Cuando la abuela nos aconseja: “No te metes en problemas, tú a tu vida y tu trabajo”. ¿Muestra una opinión personal o hablan cientos de años de resentimientos y temores?
Por eso, la prudencia debe prevalecer en nuestros juicios. Es fácil criticar y dar lecciones, más difícil es comprender y a eso nos debemos. Comprender a un pueblo como el andaluz, que ha sido independiente durante muchos siglos y ahora está coartado por los políticos de la Junta, por el Gobierno Central, por la Unión Europea, por los mercados, los bancos y por cualquier maulero con alguna autoridad. Un pueblo que ha sufrido constantes invasiones y padecido extrañas imposiciones que lo han desconcertado, desnaturalizando su etnicidad. Un pueblo que lleva mucho tiempo careciendo de la libertad que antes le vivificaba.

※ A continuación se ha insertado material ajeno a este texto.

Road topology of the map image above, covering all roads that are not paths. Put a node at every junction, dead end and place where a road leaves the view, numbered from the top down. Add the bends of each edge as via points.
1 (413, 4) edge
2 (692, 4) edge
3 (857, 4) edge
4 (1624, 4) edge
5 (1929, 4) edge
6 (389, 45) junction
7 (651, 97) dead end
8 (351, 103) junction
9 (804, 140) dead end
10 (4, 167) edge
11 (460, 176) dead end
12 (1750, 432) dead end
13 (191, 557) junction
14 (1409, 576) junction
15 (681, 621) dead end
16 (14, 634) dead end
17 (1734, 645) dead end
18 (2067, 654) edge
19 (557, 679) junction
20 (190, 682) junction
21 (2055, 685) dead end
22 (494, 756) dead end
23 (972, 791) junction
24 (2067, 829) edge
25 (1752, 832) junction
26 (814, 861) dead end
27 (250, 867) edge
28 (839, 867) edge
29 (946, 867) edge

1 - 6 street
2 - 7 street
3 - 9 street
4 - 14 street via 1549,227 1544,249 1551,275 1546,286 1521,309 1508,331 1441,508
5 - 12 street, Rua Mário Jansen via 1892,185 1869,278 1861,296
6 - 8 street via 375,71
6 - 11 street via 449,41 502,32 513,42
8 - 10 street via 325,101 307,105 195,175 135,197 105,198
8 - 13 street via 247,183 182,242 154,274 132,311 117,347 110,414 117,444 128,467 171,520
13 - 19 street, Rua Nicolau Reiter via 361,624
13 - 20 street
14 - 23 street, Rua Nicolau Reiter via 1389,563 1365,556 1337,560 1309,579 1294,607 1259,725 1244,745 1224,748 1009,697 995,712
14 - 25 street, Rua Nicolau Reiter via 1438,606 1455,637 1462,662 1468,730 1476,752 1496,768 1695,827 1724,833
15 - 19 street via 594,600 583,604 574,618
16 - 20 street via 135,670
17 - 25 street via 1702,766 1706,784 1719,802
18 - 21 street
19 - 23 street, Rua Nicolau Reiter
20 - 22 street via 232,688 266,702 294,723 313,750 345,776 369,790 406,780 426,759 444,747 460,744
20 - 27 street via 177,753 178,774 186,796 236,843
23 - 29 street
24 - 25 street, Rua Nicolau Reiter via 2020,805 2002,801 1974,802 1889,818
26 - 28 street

Es necesario entender que no somos como somos por casualidad, sino por una serie de circunstancias históricas que perviven en nuestro ADN. Y, al comprender esta actitud vital, estaremos poniendo las bases para solucionar el problema que ocasiona.
Si comenzaba este artículo con el párrafo inicial del Manifiesto Nacionalista de Córdoba, permitid finalizar con uno de sus enunciados más significativo: “Nosotros queremos intensificar en este territorio yermo y silencioso, cementerio que pueblan espíritus apagados, nuestra labor creadora de un pueblo vivo, bullicioso y feliz, que irradie con su actividad potencialidades progresivas para las nuevas eras”.
Así eran nuestros antepasados. A pesar de definir al territorio como “yermo y silencioso”, a pesar de denominarlo “cementerio que pueblan espíritus apagados”, no se rendían, luchaban por crear “un pueblo vivo, bullicioso y feliz”. Ahora, cien años después, estamos obligados a continuar la batalla. A pesar de todos los pesares, los andalusíes de este siglo XXI han de diferenciarse de los colonos y continuar irradiando con su actividad “potencialidades progresivas para las nuevas eras”.
Al menos, debemos intentarlo. Mutemos nuestros genes. Evolucionemos nuestros pensamientos. Ni se puede dormir eternamente, ni se puede doblar tanto la cerviz porque acabamos jorobados y paralíticos.